EXERCISE GOAL:
Each record below should be given again exactly as it reads.

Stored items
*** Block opens ***
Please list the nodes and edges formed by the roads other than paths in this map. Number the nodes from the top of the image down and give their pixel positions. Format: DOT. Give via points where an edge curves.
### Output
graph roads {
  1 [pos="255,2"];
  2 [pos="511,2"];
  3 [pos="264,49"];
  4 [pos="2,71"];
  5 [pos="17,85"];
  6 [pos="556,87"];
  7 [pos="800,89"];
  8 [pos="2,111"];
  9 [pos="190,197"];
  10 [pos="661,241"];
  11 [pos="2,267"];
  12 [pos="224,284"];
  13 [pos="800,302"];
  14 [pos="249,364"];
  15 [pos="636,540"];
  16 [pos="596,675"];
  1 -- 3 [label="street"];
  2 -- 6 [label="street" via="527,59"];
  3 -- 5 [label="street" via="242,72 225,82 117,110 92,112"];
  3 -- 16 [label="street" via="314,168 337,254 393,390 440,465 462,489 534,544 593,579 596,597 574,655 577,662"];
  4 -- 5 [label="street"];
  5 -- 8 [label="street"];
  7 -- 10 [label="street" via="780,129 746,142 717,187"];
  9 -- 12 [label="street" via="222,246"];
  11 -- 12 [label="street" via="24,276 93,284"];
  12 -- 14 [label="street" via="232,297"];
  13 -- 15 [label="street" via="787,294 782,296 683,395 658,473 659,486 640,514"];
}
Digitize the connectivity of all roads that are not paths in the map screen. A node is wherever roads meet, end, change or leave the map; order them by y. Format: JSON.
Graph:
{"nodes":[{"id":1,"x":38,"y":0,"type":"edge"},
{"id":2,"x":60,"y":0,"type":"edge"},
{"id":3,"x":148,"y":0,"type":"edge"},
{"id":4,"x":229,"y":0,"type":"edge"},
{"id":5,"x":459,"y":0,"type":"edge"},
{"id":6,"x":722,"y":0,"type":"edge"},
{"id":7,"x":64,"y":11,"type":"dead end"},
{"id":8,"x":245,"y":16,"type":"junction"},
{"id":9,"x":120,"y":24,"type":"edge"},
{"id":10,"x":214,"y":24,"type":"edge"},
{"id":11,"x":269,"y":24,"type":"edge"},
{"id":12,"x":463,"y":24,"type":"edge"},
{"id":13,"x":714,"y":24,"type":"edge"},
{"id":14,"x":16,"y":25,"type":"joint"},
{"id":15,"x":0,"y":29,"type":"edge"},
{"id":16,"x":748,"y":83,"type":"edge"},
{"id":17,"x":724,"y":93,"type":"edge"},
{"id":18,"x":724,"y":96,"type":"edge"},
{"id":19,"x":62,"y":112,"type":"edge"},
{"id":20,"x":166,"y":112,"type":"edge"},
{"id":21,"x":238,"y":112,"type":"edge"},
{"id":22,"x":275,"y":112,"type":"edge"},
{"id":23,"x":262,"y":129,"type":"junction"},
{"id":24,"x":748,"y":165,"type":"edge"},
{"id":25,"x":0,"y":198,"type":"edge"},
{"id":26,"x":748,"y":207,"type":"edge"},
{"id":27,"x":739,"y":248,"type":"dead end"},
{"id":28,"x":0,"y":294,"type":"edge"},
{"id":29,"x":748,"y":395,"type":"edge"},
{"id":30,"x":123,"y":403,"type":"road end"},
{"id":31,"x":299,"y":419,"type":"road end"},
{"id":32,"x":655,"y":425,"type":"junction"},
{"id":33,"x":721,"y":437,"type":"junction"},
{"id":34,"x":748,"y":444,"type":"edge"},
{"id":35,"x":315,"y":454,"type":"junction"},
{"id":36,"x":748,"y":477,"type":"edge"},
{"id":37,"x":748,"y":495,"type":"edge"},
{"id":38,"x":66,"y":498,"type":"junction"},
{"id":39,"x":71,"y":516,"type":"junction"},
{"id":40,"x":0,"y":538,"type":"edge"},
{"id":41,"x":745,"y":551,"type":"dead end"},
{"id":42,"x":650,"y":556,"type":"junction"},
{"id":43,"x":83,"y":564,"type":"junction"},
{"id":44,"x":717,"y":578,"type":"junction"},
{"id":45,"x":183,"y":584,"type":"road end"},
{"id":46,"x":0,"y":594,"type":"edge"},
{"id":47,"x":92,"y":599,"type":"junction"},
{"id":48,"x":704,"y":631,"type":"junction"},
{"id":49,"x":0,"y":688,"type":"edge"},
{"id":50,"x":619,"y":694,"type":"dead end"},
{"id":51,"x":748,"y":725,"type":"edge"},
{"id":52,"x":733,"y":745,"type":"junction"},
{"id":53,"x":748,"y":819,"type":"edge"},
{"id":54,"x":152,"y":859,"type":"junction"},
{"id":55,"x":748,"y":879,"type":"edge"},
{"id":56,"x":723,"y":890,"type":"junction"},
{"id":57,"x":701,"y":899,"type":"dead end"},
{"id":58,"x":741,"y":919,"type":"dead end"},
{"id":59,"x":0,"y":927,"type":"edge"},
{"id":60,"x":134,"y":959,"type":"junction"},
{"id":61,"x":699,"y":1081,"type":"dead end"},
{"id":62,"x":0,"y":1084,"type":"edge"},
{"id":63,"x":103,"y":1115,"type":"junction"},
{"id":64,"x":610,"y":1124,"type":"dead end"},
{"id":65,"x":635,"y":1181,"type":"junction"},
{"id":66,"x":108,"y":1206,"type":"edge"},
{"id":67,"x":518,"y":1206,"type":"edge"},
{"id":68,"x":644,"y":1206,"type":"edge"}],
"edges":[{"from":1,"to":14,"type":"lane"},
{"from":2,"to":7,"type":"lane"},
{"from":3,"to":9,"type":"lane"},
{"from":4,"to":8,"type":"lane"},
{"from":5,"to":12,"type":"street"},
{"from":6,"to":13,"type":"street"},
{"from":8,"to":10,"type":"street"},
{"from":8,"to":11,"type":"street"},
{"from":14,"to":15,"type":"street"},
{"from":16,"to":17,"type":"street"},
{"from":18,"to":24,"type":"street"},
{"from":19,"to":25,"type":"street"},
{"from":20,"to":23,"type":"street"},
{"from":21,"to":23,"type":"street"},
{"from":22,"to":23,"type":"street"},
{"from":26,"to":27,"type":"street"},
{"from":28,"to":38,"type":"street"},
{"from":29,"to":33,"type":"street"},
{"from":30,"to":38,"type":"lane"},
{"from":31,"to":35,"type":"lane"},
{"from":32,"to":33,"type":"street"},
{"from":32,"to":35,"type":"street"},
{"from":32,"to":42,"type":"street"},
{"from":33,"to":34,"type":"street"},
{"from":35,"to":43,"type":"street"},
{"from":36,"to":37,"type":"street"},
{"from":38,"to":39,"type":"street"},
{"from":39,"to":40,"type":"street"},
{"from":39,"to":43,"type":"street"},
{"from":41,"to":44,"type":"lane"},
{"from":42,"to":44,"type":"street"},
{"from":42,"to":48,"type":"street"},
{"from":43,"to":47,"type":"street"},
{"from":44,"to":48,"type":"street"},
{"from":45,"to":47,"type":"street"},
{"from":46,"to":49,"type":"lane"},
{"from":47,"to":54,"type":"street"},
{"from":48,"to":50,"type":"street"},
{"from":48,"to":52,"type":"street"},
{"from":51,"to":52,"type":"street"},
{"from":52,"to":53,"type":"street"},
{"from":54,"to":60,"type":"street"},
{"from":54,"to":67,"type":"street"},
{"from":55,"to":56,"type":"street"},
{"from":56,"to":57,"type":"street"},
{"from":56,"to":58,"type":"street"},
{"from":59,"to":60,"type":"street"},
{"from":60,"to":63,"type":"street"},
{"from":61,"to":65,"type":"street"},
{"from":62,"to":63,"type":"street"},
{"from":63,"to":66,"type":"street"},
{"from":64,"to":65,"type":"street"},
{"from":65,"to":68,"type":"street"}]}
*** Block closes ***
PROBLEM SOLUTION:
Please list the nodes and edges formed by the roads other than paths in this map. Number the nodes from the top of the image down and give their pixel positions. Format: DOT. Give via points where an edge curves.
### Output
graph roads {
  1 [pos="255,2"];
  2 [pos="511,2"];
  3 [pos="264,49"];
  4 [pos="2,71"];
  5 [pos="17,85"];
  6 [pos="556,87"];
  7 [pos="800,89"];
  8 [pos="2,111"];
  9 [pos="190,197"];
  10 [pos="661,241"];
  11 [pos="2,267"];
  12 [pos="224,284"];
  13 [pos="800,302"];
  14 [pos="249,364"];
  15 [pos="636,540"];
  16 [pos="596,675"];
  1 -- 3 [label="street"];
  2 -- 6 [label="street" via="527,59"];
  3 -- 5 [label="street" via="242,72 225,82 117,110 92,112"];
  3 -- 16 [label="street" via="314,168 337,254 393,390 440,465 462,489 534,544 593,579 596,597 574,655 577,662"];
  4 -- 5 [label="street"];
  5 -- 8 [label="street"];
  7 -- 10 [label="street" via="780,129 746,142 717,187"];
  9 -- 12 [label="street" via="222,246"];
  11 -- 12 [label="street" via="24,276 93,284"];
  12 -- 14 [label="street" via="232,297"];
  13 -- 15 [label="street" via="787,294 782,296 683,395 658,473 659,486 640,514"];
}
Digitize the connectivity of all roads that are not paths in the map screen. A node is wherever roads meet, end, change or leave the map; order them by y. Format: JSON.
Graph:
{"nodes":[{"id":1,"x":38,"y":0,"type":"edge"},
{"id":2,"x":60,"y":0,"type":"edge"},
{"id":3,"x":148,"y":0,"type":"edge"},
{"id":4,"x":229,"y":0,"type":"edge"},
{"id":5,"x":459,"y":0,"type":"edge"},
{"id":6,"x":722,"y":0,"type":"edge"},
{"id":7,"x":64,"y":11,"type":"dead end"},
{"id":8,"x":245,"y":16,"type":"junction"},
{"id":9,"x":120,"y":24,"type":"edge"},
{"id":10,"x":214,"y":24,"type":"edge"},
{"id":11,"x":269,"y":24,"type":"edge"},
{"id":12,"x":463,"y":24,"type":"edge"},
{"id":13,"x":714,"y":24,"type":"edge"},
{"id":14,"x":16,"y":25,"type":"joint"},
{"id":15,"x":0,"y":29,"type":"edge"},
{"id":16,"x":748,"y":83,"type":"edge"},
{"id":17,"x":724,"y":93,"type":"edge"},
{"id":18,"x":724,"y":96,"type":"edge"},
{"id":19,"x":62,"y":112,"type":"edge"},
{"id":20,"x":166,"y":112,"type":"edge"},
{"id":21,"x":238,"y":112,"type":"edge"},
{"id":22,"x":275,"y":112,"type":"edge"},
{"id":23,"x":262,"y":129,"type":"junction"},
{"id":24,"x":748,"y":165,"type":"edge"},
{"id":25,"x":0,"y":198,"type":"edge"},
{"id":26,"x":748,"y":207,"type":"edge"},
{"id":27,"x":739,"y":248,"type":"dead end"},
{"id":28,"x":0,"y":294,"type":"edge"},
{"id":29,"x":748,"y":395,"type":"edge"},
{"id":30,"x":123,"y":403,"type":"road end"},
{"id":31,"x":299,"y":419,"type":"road end"},
{"id":32,"x":655,"y":425,"type":"junction"},
{"id":33,"x":721,"y":437,"type":"junction"},
{"id":34,"x":748,"y":444,"type":"edge"},
{"id":35,"x":315,"y":454,"type":"junction"},
{"id":36,"x":748,"y":477,"type":"edge"},
{"id":37,"x":748,"y":495,"type":"edge"},
{"id":38,"x":66,"y":498,"type":"junction"},
{"id":39,"x":71,"y":516,"type":"junction"},
{"id":40,"x":0,"y":538,"type":"edge"},
{"id":41,"x":745,"y":551,"type":"dead end"},
{"id":42,"x":650,"y":556,"type":"junction"},
{"id":43,"x":83,"y":564,"type":"junction"},
{"id":44,"x":717,"y":578,"type":"junction"},
{"id":45,"x":183,"y":584,"type":"road end"},
{"id":46,"x":0,"y":594,"type":"edge"},
{"id":47,"x":92,"y":599,"type":"junction"},
{"id":48,"x":704,"y":631,"type":"junction"},
{"id":49,"x":0,"y":688,"type":"edge"},
{"id":50,"x":619,"y":694,"type":"dead end"},
{"id":51,"x":748,"y":725,"type":"edge"},
{"id":52,"x":733,"y":745,"type":"junction"},
{"id":53,"x":748,"y":819,"type":"edge"},
{"id":54,"x":152,"y":859,"type":"junction"},
{"id":55,"x":748,"y":879,"type":"edge"},
{"id":56,"x":723,"y":890,"type":"junction"},
{"id":57,"x":701,"y":899,"type":"dead end"},
{"id":58,"x":741,"y":919,"type":"dead end"},
{"id":59,"x":0,"y":927,"type":"edge"},
{"id":60,"x":134,"y":959,"type":"junction"},
{"id":61,"x":699,"y":1081,"type":"dead end"},
{"id":62,"x":0,"y":1084,"type":"edge"},
{"id":63,"x":103,"y":1115,"type":"junction"},
{"id":64,"x":610,"y":1124,"type":"dead end"},
{"id":65,"x":635,"y":1181,"type":"junction"},
{"id":66,"x":108,"y":1206,"type":"edge"},
{"id":67,"x":518,"y":1206,"type":"edge"},
{"id":68,"x":644,"y":1206,"type":"edge"}],
"edges":[{"from":1,"to":14,"type":"lane"},
{"from":2,"to":7,"type":"lane"},
{"from":3,"to":9,"type":"lane"},
{"from":4,"to":8,"type":"lane"},
{"from":5,"to":12,"type":"street"},
{"from":6,"to":13,"type":"street"},
{"from":8,"to":10,"type":"street"},
{"from":8,"to":11,"type":"street"},
{"from":14,"to":15,"type":"street"},
{"from":16,"to":17,"type":"street"},
{"from":18,"to":24,"type":"street"},
{"from":19,"to":25,"type":"street"},
{"from":20,"to":23,"type":"street"},
{"from":21,"to":23,"type":"street"},
{"from":22,"to":23,"type":"street"},
{"from":26,"to":27,"type":"street"},
{"from":28,"to":38,"type":"street"},
{"from":29,"to":33,"type":"street"},
{"from":30,"to":38,"type":"lane"},
{"from":31,"to":35,"type":"lane"},
{"from":32,"to":33,"type":"street"},
{"from":32,"to":35,"type":"street"},
{"from":32,"to":42,"type":"street"},
{"from":33,"to":34,"type":"street"},
{"from":35,"to":43,"type":"street"},
{"from":36,"to":37,"type":"street"},
{"from":38,"to":39,"type":"street"},
{"from":39,"to":40,"type":"street"},
{"from":39,"to":43,"type":"street"},
{"from":41,"to":44,"type":"lane"},
{"from":42,"to":44,"type":"street"},
{"from":42,"to":48,"type":"street"},
{"from":43,"to":47,"type":"street"},
{"from":44,"to":48,"type":"street"},
{"from":45,"to":47,"type":"street"},
{"from":46,"to":49,"type":"lane"},
{"from":47,"to":54,"type":"street"},
{"from":48,"to":50,"type":"street"},
{"from":48,"to":52,"type":"street"},
{"from":51,"to":52,"type":"street"},
{"from":52,"to":53,"type":"street"},
{"from":54,"to":60,"type":"street"},
{"from":54,"to":67,"type":"street"},
{"from":55,"to":56,"type":"street"},
{"from":56,"to":57,"type":"street"},
{"from":56,"to":58,"type":"street"},
{"from":59,"to":60,"type":"street"},
{"from":60,"to":63,"type":"street"},
{"from":61,"to":65,"type":"street"},
{"from":62,"to":63,"type":"street"},
{"from":63,"to":66,"type":"street"},
{"from":64,"to":65,"type":"street"},
{"from":65,"to":68,"type":"street"}]}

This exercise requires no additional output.